In 2052, the Resource Wars erupted, threatening to tear the world apart. Famines in Africa and the Indian subcontinent, massive pollution in Southeast Asia, religious extremists in the Middle East and the Pacific Northwest, coupled with an ever-growing need for irreplaceable fossil fuels, led the planet to a breaking point. American corporations, desperate for now-nonexistent cheaper labor and new markets so they could continue to make profits, became more and more brazen about their ties to the American government, which in turn became more and more brazen about its imperialistic tendencies.

China, along with the European Commonwealth, began its own form of imperialism, raiding resources in the American sphere of influence. While the world had not experienced a massive war in over 100 years, the house of cards created by ailing superpowers and limping business interests could not withstand the strong breeze. As the EC and the Middle East squabbled over oil, China turned its attentions towards North America.

There was no one incident that decisively led to the declaration of war on China by America (or on America by China), but the Chinese invasion of Alaska and its still-flowing oilfields in 2066 was all the excuse either side needed. After brutal but indecisive trench-and-plane warfare dragged on for months and then years, it became obvious that both sides had too much to lose to back out – and the corporations running both countries would never allow such a profitable war to quit. America eventually took back most of the Alaskan frontier, but more than a decade of intense warfare left a good deal of the formerly-pristine land a scorched, useless wreck.

In the early morning hours of October 23, 2077, the war became the War, and reached its inevitable conclusion. Spears of fire rained from the sky, destroying the planet’s major cities, polluting the oceans, and creating nightmares no scientist could imagine. Tens of thousands of soldiers, scientists, artists, and wealthy people reserved spaced in enormous underground shelters called Vaults, but because of the constant false alarms, only a fraction made it inside on that day. High-ranking US officials took refuge on an oil platform off the coast of San Francisco, evidence at last of the corporate control over the government and its army.

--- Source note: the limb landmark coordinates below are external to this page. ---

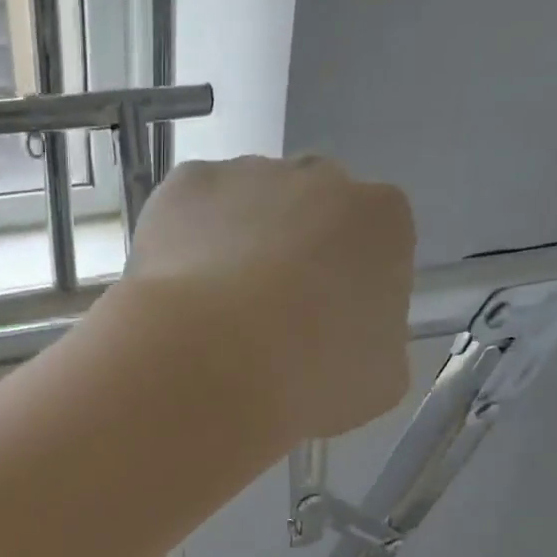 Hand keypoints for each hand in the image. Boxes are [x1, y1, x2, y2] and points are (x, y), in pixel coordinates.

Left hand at [122, 155, 413, 440]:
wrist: (211, 367)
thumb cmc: (307, 381)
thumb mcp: (376, 382)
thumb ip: (374, 343)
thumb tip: (351, 339)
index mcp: (381, 223)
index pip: (370, 248)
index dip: (341, 292)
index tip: (315, 333)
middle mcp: (320, 177)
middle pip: (307, 216)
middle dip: (288, 259)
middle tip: (260, 324)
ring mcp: (248, 174)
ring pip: (243, 209)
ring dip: (232, 250)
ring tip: (208, 318)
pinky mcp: (185, 185)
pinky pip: (186, 213)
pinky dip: (179, 246)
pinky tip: (174, 295) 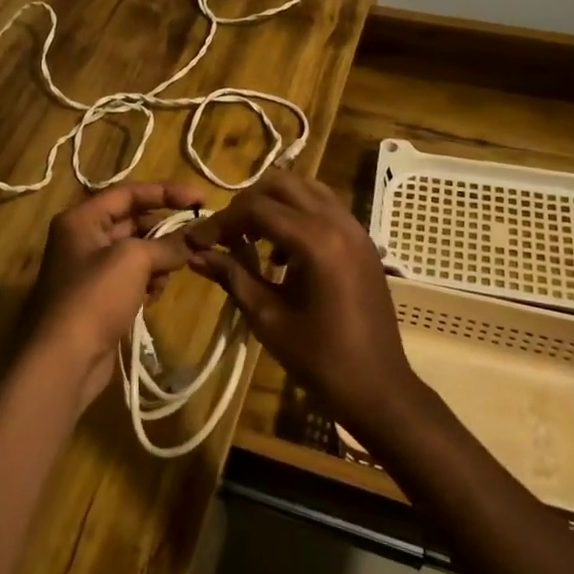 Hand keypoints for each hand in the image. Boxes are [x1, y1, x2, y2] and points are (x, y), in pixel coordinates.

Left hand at [23, 180, 204, 407]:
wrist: (63, 359)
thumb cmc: (94, 297)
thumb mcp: (133, 259)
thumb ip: (167, 243)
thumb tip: (191, 241)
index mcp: (82, 219)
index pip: (129, 193)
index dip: (166, 192)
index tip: (201, 200)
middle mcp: (83, 239)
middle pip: (133, 222)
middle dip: (165, 229)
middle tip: (198, 237)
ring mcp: (90, 271)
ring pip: (135, 252)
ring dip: (159, 258)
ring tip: (175, 270)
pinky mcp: (99, 299)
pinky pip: (131, 279)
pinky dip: (148, 282)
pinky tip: (156, 294)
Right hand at [184, 170, 417, 435]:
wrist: (378, 388)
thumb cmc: (319, 359)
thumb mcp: (267, 318)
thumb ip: (232, 276)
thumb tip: (195, 255)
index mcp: (316, 242)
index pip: (257, 208)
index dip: (221, 221)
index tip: (197, 241)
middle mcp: (338, 223)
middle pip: (282, 185)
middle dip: (247, 203)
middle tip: (226, 233)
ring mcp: (356, 229)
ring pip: (307, 189)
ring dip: (275, 203)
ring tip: (252, 237)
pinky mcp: (363, 241)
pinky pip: (326, 207)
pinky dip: (299, 213)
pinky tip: (284, 251) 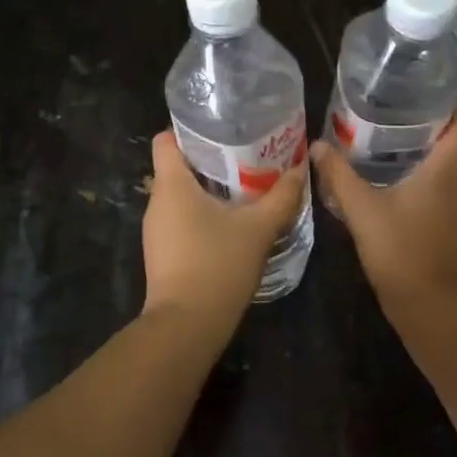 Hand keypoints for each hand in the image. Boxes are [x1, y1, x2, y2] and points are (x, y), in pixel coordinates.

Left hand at [142, 131, 307, 343]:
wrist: (187, 326)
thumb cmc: (218, 265)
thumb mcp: (258, 228)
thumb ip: (282, 196)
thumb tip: (300, 169)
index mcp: (171, 185)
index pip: (165, 140)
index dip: (189, 131)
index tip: (222, 132)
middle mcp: (157, 202)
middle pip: (177, 167)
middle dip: (210, 161)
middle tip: (246, 157)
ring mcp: (156, 230)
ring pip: (181, 196)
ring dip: (209, 190)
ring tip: (245, 188)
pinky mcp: (162, 253)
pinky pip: (181, 220)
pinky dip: (203, 215)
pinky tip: (231, 224)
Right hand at [311, 97, 456, 310]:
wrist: (431, 306)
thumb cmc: (402, 251)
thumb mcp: (363, 210)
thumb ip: (339, 176)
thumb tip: (317, 146)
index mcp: (447, 169)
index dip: (456, 97)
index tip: (433, 80)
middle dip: (439, 116)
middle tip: (405, 99)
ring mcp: (456, 204)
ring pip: (452, 162)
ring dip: (433, 143)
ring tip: (397, 128)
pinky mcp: (448, 222)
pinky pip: (443, 183)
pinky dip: (427, 168)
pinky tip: (396, 171)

As the radioactive dust coated the planet and the last matchsticks of civilization snapped, the surface survivors died by the billions, leaving those that were left to try to fend for whatever scraps they could find. The Government, safe on Poseidon Oil’s provided offshore platform, took to calling itself the Enclave and secretly began plotting the return of their “pure” version of humanity to the mainland. Their sense of genetic and mental superiority allowed them to justify their actions, just as regular survivors stronger than the others justified atrocities by the same twisted logic. Fortunately, the Enclave’s influence was limited to the extreme American West by its location on the platform, and the rest of the world limped toward civilization – or descended into darkness – at its own pace.

Eventually, though, the Vaults opened, some at pre-appointed times, others by apparent mechanical or planning errors, releasing the inhabitants to mix with surface survivors in a much-changed United States, on a much-changed planet Earth: the setting for Endzeit.